- **YOUR ASSIGNMENT**:
Print the entries that appear below, exactly as written and without their pictures.

(Stored data entries)
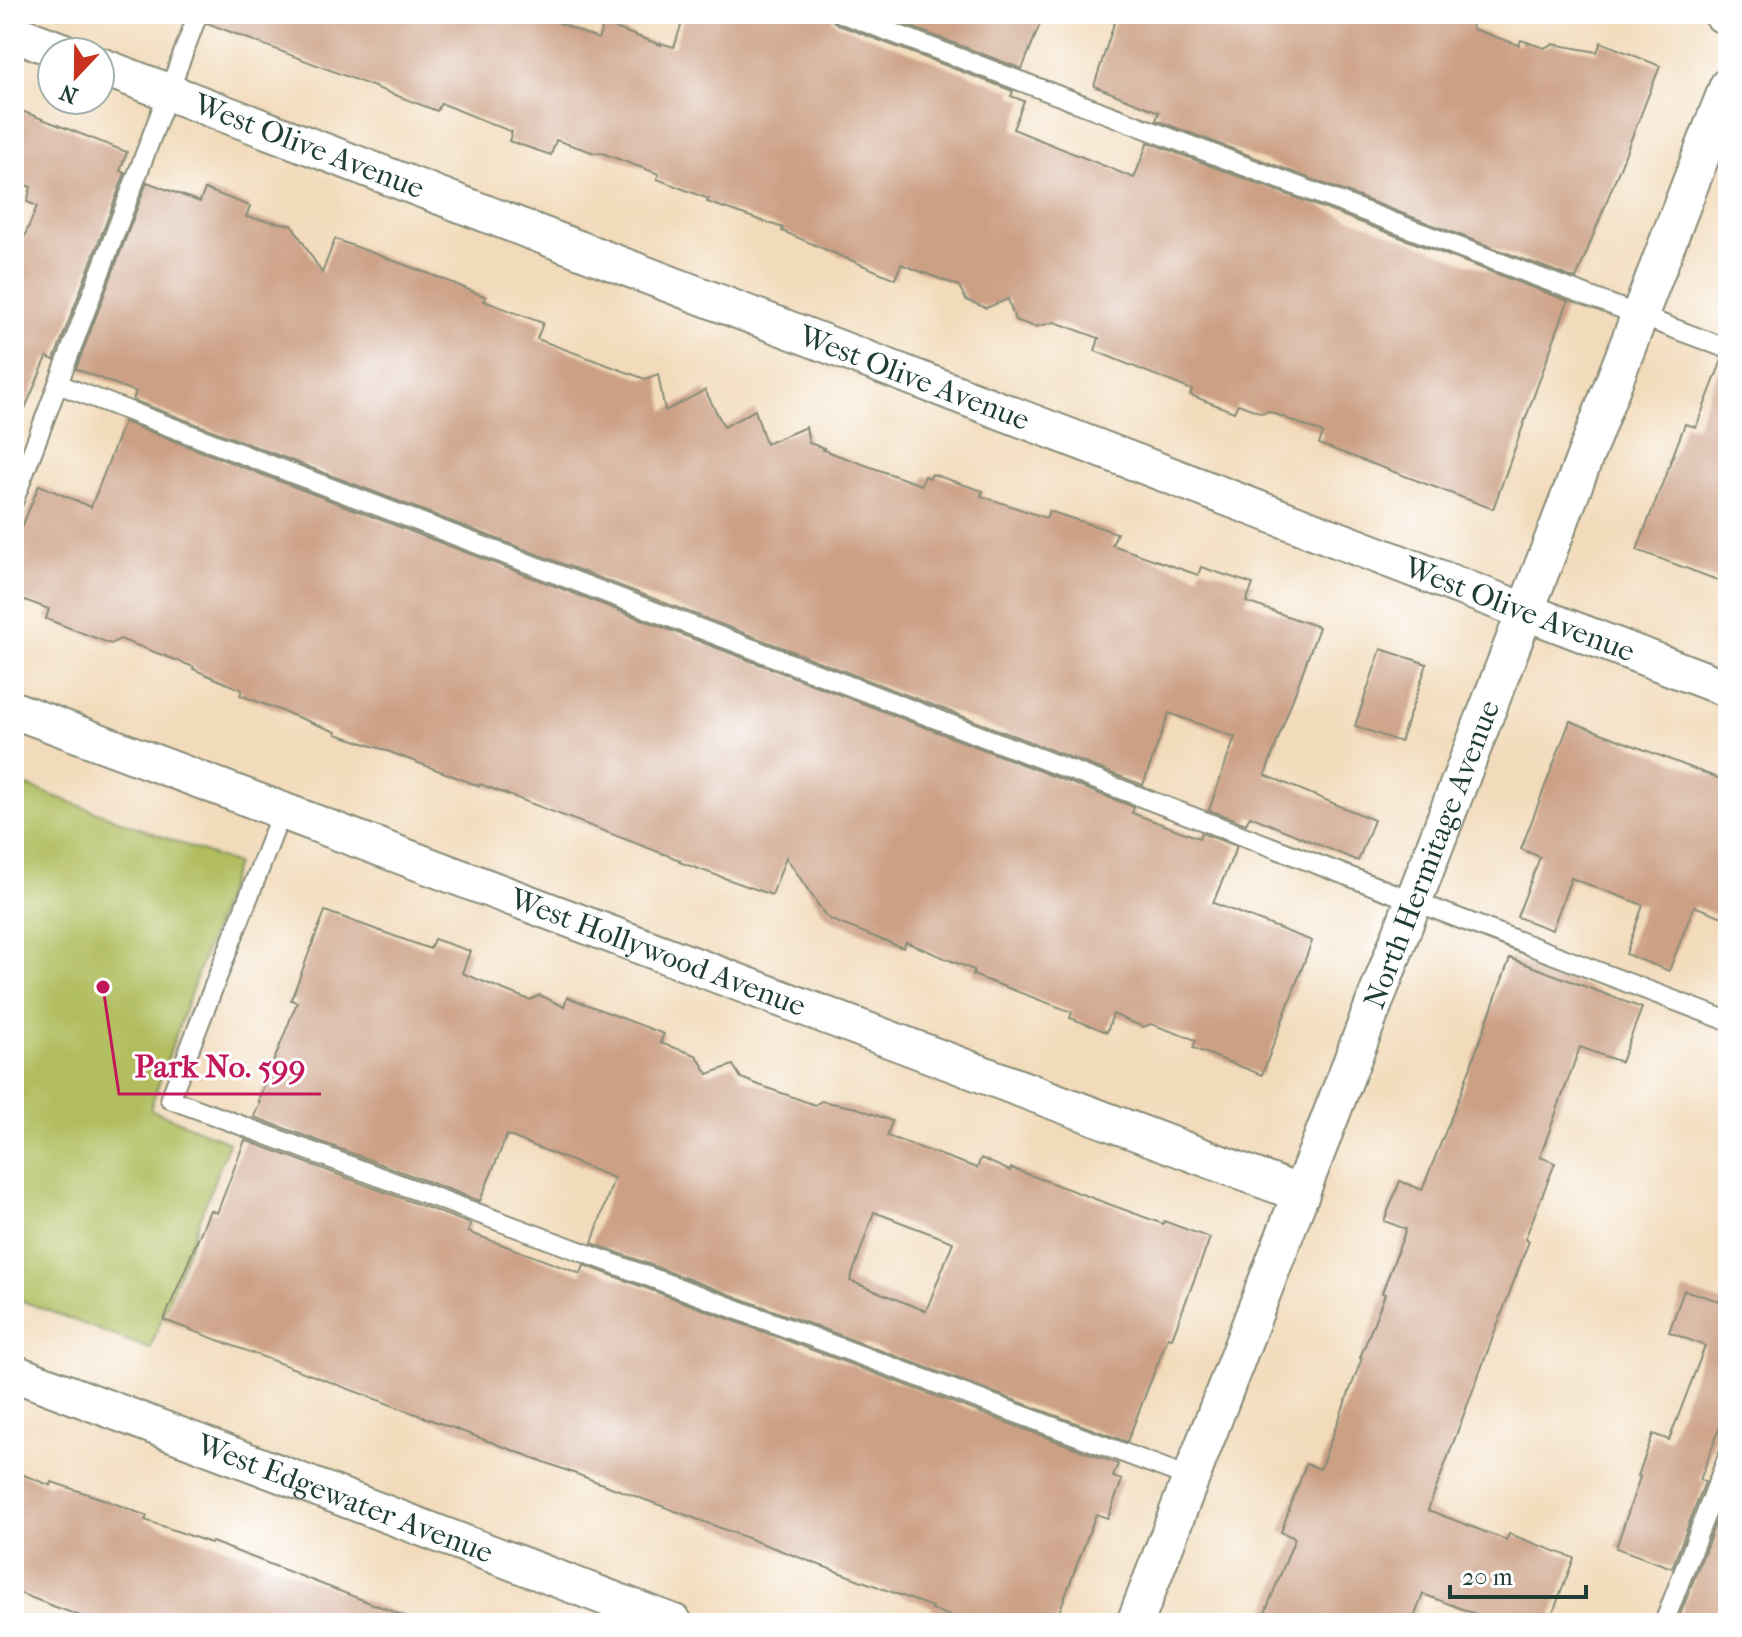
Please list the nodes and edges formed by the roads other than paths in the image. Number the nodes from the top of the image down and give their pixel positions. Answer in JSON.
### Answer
{"nodes":[{"id":1,"x":198,"y":14,"type":"edge"},
{"id":2,"x":843,"y":14,"type":"edge"},
{"id":3,"x":1722,"y":14,"type":"edge"},
{"id":4,"x":1728,"y":16,"type":"edge"},
{"id":5,"x":14,"y":33,"type":"edge"},
{"id":6,"x":36,"y":41,"type":"edge"},
{"id":7,"x":116,"y":72,"type":"edge"},
{"id":8,"x":1728,"y":86,"type":"edge"},
{"id":9,"x":169,"y":92,"type":"junction"},
{"id":10,"x":1639,"y":316,"type":"junction"},
{"id":11,"x":1728,"y":349,"type":"edge"},
{"id":12,"x":58,"y":384,"type":"junction"},
{"id":13,"x":14,"y":500,"type":"edge"},
{"id":14,"x":1525,"y":611,"type":"junction"},
{"id":15,"x":1728,"y":689,"type":"edge"},
{"id":16,"x":14,"y":710,"type":"edge"},
{"id":17,"x":282,"y":811,"type":"junction"},
{"id":18,"x":1413,"y":902,"type":"junction"},
{"id":19,"x":1728,"y":1021,"type":"edge"},
{"id":20,"x":1301,"y":1194,"type":"junction"},
{"id":21,"x":14,"y":1373,"type":"edge"},
{"id":22,"x":1728,"y":1456,"type":"edge"},
{"id":23,"x":1191,"y":1478,"type":"junction"},
{"id":24,"x":674,"y":1623,"type":"edge"},
{"id":25,"x":1135,"y":1623,"type":"edge"},
{"id":26,"x":1664,"y":1623,"type":"edge"}],
"edges":[{"from":1,"to":9,"type":"lane"},
{"from":2,"to":10,"type":"lane"},
{"from":3,"to":4,"type":"street"},
{"from":5,"to":6,"type":"street"},
{"from":7,"to":9,"type":"street","name":"West Olive Avenue"},
{"from":8,"to":10,"type":"street","name":"North Hermitage Avenue"},
{"from":9,"to":12,"type":"lane"},
{"from":9,"to":14,"type":"street","name":"West Olive Avenue"},
{"from":10,"to":11,"type":"lane"},
{"from":10,"to":14,"type":"street","name":"North Hermitage Avenue"},
{"from":12,"to":13,"type":"lane"},
{"from":12,"to":18,"type":"lane"},
{"from":14,"to":15,"type":"street","name":"West Olive Avenue"},
{"from":14,"to":18,"type":"street","name":"North Hermitage Avenue"},
{"from":16,"to":17,"type":"street","name":"West Hollywood Avenue"},
{"from":17,"to":20,"type":"street","name":"West Hollywood Avenue"},
{"from":17,"to":23,"type":"lane"},
{"from":18,"to":19,"type":"lane"},
{"from":18,"to":20,"type":"street","name":"North Hermitage Avenue"},
{"from":20,"to":23,"type":"street","name":"North Hermitage Avenue"},
{"from":21,"to":24,"type":"street","name":"West Edgewater Avenue"},
{"from":22,"to":26,"type":"lane"},
{"from":23,"to":25,"type":"street","name":"North Hermitage Avenue"}]}
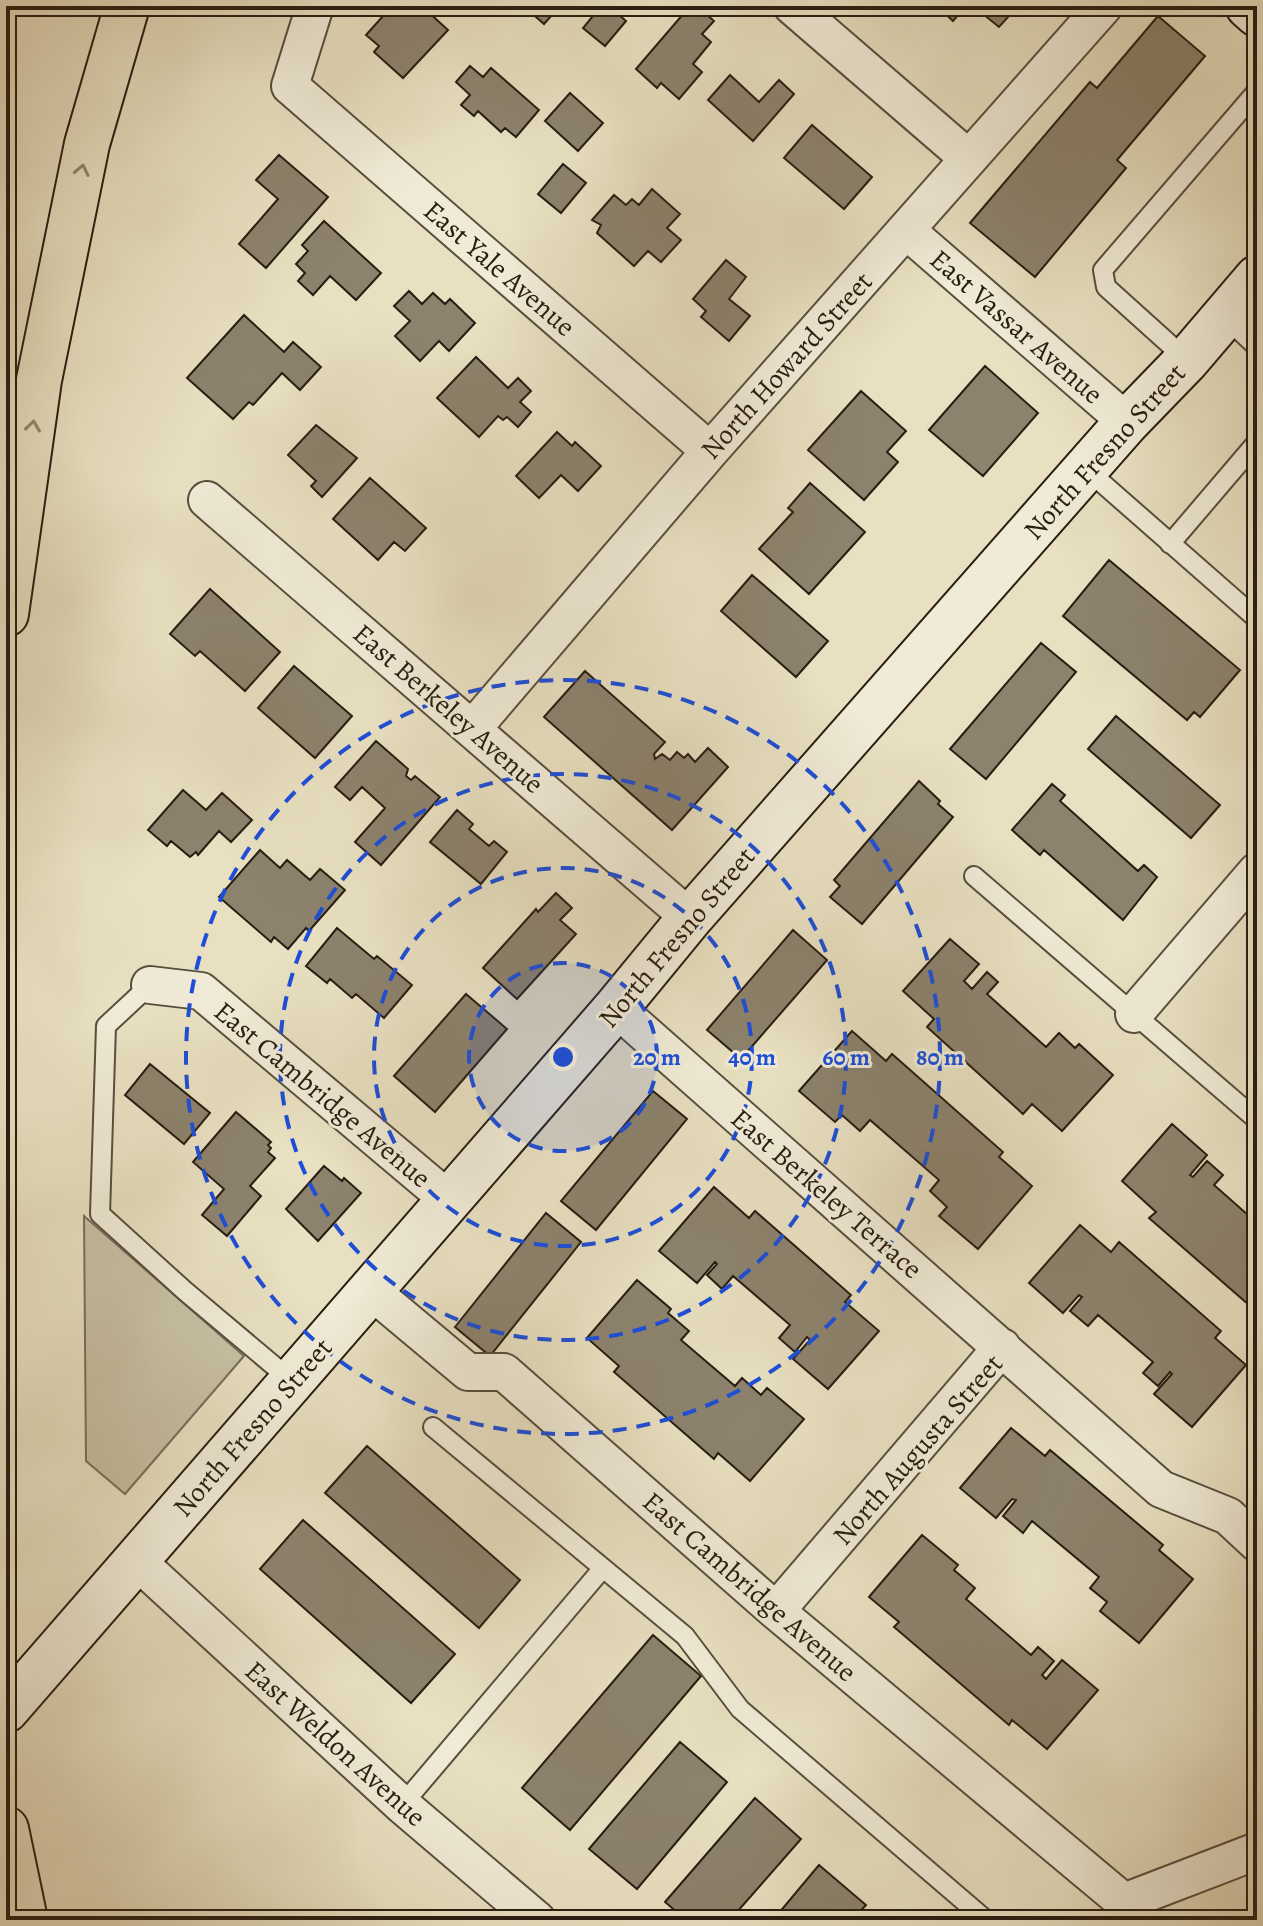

- **RESPONSE BELOW**:
Please list the nodes and edges formed by the roads other than paths in the image. Number the nodes from the top of the image down and give their pixel positions. Answer in JSON.
### Answer
{"nodes":[{"id":1,"x":198,"y":14,"type":"edge"},
{"id":2,"x":843,"y":14,"type":"edge"},
{"id":3,"x":1722,"y":14,"type":"edge"},
{"id":4,"x":1728,"y":16,"type":"edge"},
{"id":5,"x":14,"y":33,"type":"edge"},
{"id":6,"x":36,"y":41,"type":"edge"},
{"id":7,"x":116,"y":72,"type":"edge"},
{"id":8,"x":1728,"y":86,"type":"edge"},
{"id":9,"x":169,"y":92,"type":"junction"},
{"id":10,"x":1639,"y":316,"type":"junction"},
{"id":11,"x":1728,"y":349,"type":"edge"},
{"id":12,"x":58,"y":384,"type":"junction"},
{"id":13,"x":14,"y":500,"type":"edge"},
{"id":14,"x":1525,"y":611,"type":"junction"},
{"id":15,"x":1728,"y":689,"type":"edge"},
{"id":16,"x":14,"y":710,"type":"edge"},
{"id":17,"x":282,"y":811,"type":"junction"},
{"id":18,"x":1413,"y":902,"type":"junction"},
{"id":19,"x":1728,"y":1021,"type":"edge"},
{"id":20,"x":1301,"y":1194,"type":"junction"},
{"id":21,"x":14,"y":1373,"type":"edge"},
{"id":22,"x":1728,"y":1456,"type":"edge"},
{"id":23,"x":1191,"y":1478,"type":"junction"},
{"id":24,"x":674,"y":1623,"type":"edge"},
{"id":25,"x":1135,"y":1623,"type":"edge"},
{"id":26,"x":1664,"y":1623,"type":"edge"}],
"edges":[{"from":1,"to":9,"type":"lane"},
{"from":2,"to":10,"type":"lane"},
{"from":3,"to":4,"type":"street"},
{"from":5,"to":6,"type":"street"},
{"from":7,"to":9,"type":"street","name":"West Olive Avenue"},
{"from":8,"to":10,"type":"street","name":"North Hermitage Avenue"},
{"from":9,"to":12,"type":"lane"},
{"from":9,"to":14,"type":"street","name":"West Olive Avenue"},
{"from":10,"to":11,"type":"lane"},
{"from":10,"to":14,"type":"street","name":"North Hermitage Avenue"},
{"from":12,"to":13,"type":"lane"},
{"from":12,"to":18,"type":"lane"},
{"from":14,"to":15,"type":"street","name":"West Olive Avenue"},
{"from":14,"to":18,"type":"street","name":"North Hermitage Avenue"},
{"from":16,"to":17,"type":"street","name":"West Hollywood Avenue"},
{"from":17,"to":20,"type":"street","name":"West Hollywood Avenue"},
{"from":17,"to":23,"type":"lane"},
{"from":18,"to":19,"type":"lane"},
{"from":18,"to":20,"type":"street","name":"North Hermitage Avenue"},
{"from":20,"to":23,"type":"street","name":"North Hermitage Avenue"},
{"from":21,"to":24,"type":"street","name":"West Edgewater Avenue"},
{"from":22,"to":26,"type":"lane"},
{"from":23,"to":25,"type":"street","name":"North Hermitage Avenue"}]}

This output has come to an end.